In Jia’s works, the ideogram and its appearance are privileged over the characters themselves or their arrangement, and thus over any kind of semiotic meaning. The ‘wave works’ (Untitled, 2012) in ‘The Chinese Version’ employ the crippled signs in undulating patterns that reflect the artist’s debt to op art. However, she is not merely aiming to invoke the contingency of perception – when we become aware of the dual visual existence of the characters and the shapes they form, it also serves as a reminder that language creates illusions. The act of semantic refusal – the lack of meaning created by privileging
the formal arrangement of characters over proper sentences – was also a fundamental property of dada and of Tristan Tzara’s nonsense poetry.

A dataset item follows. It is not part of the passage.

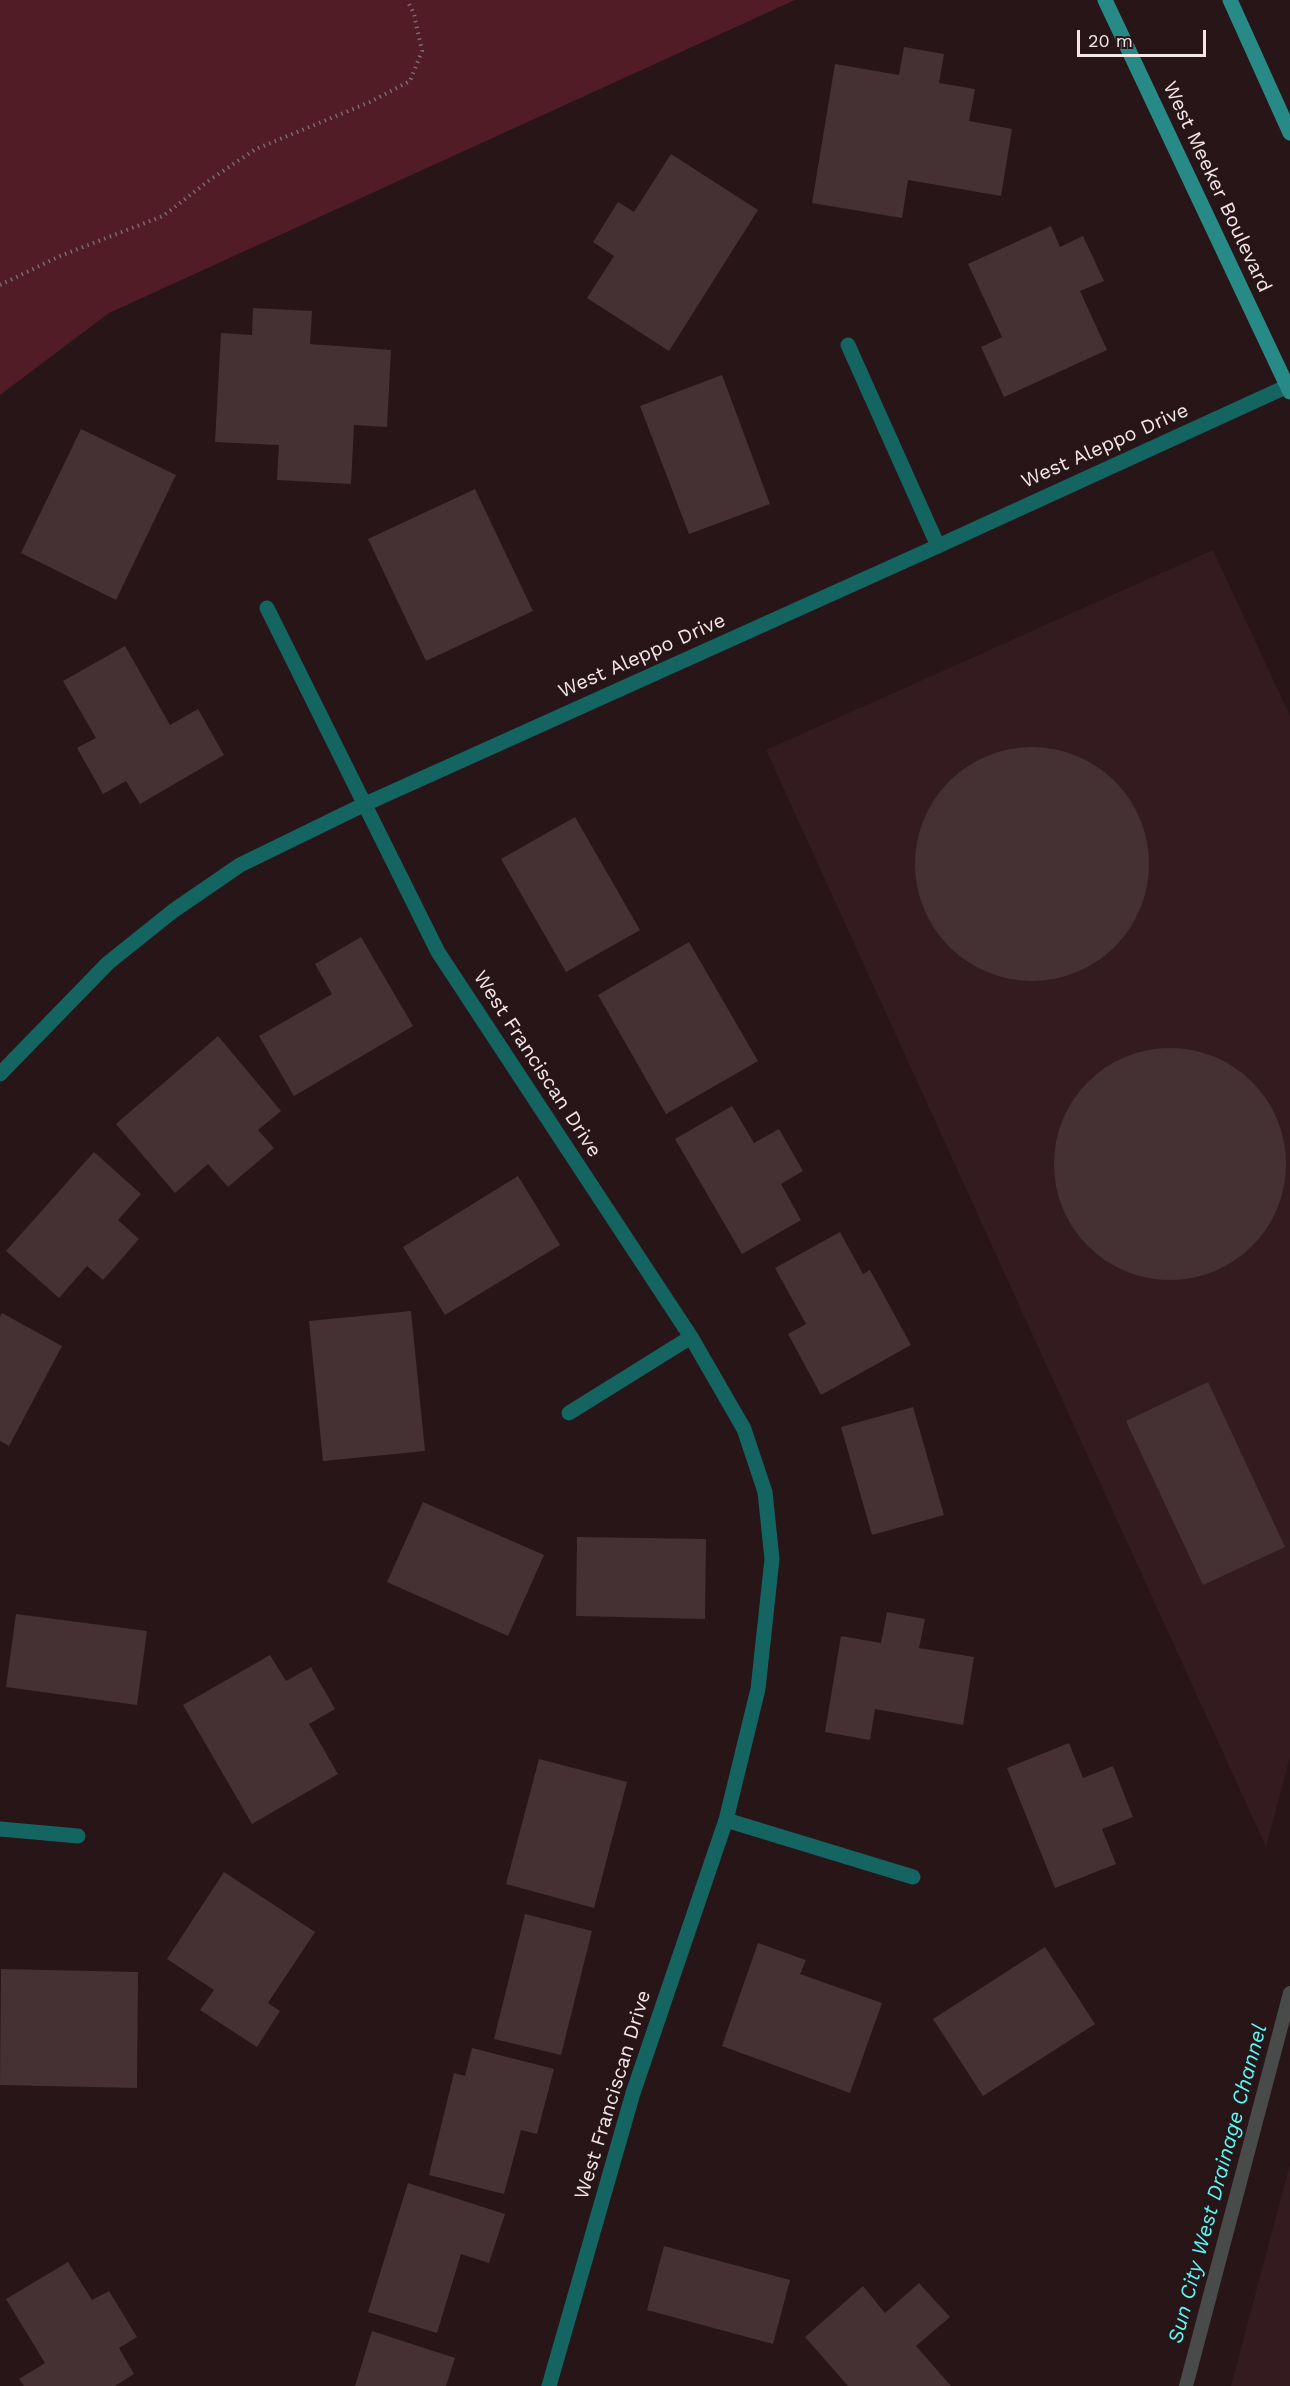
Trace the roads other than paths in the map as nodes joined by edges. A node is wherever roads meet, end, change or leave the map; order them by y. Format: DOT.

Although the resistance to meaning at that time also had a political agenda, Jia’s use of language, unlike dada’s, conforms to no meaningful grammatical rules. Rather than ribaldry and surrealism, when Jia uses humour, it is a wry comment on the irony of rescuing banned symbols from the past only to render them illegible or meaningless through their arrangement.
In one of her works, Untitled (2014), Jia uses a derivative of the character 非 (fei), which was traditionally used to negate the noun that followed (as in ‘un-‘ or ‘anti-‘ in English) but which has since been stripped of this use. The artist arranged fei in a series of cubic shapes that recall the classic cube/plane illusion, but that can essentially be read as a series of ‘not’s. The repetition of the negation serves to underscore the absurdity of the defunct linguistic proposition: as fei in its old use is central to pre-revolutionary texts, the severance from its former meaning is also a tool to control access to these texts, imposing a form of cultural blindness.
What elevates the works in ‘The Chinese Version’ from illustrating a political problem to a canny commentary and melancholic lament is Jia’s defiant return of the ideographic capacity to a language shorn of it, but in such a way that meaning is either lost, or only present in a metaphorical capacity. The artist invokes the characters’ absence from contemporary language by returning a purely aestheticized presence. ‘The Chinese Version’ serves as a warning that access to cultural history and identity is fragile at best.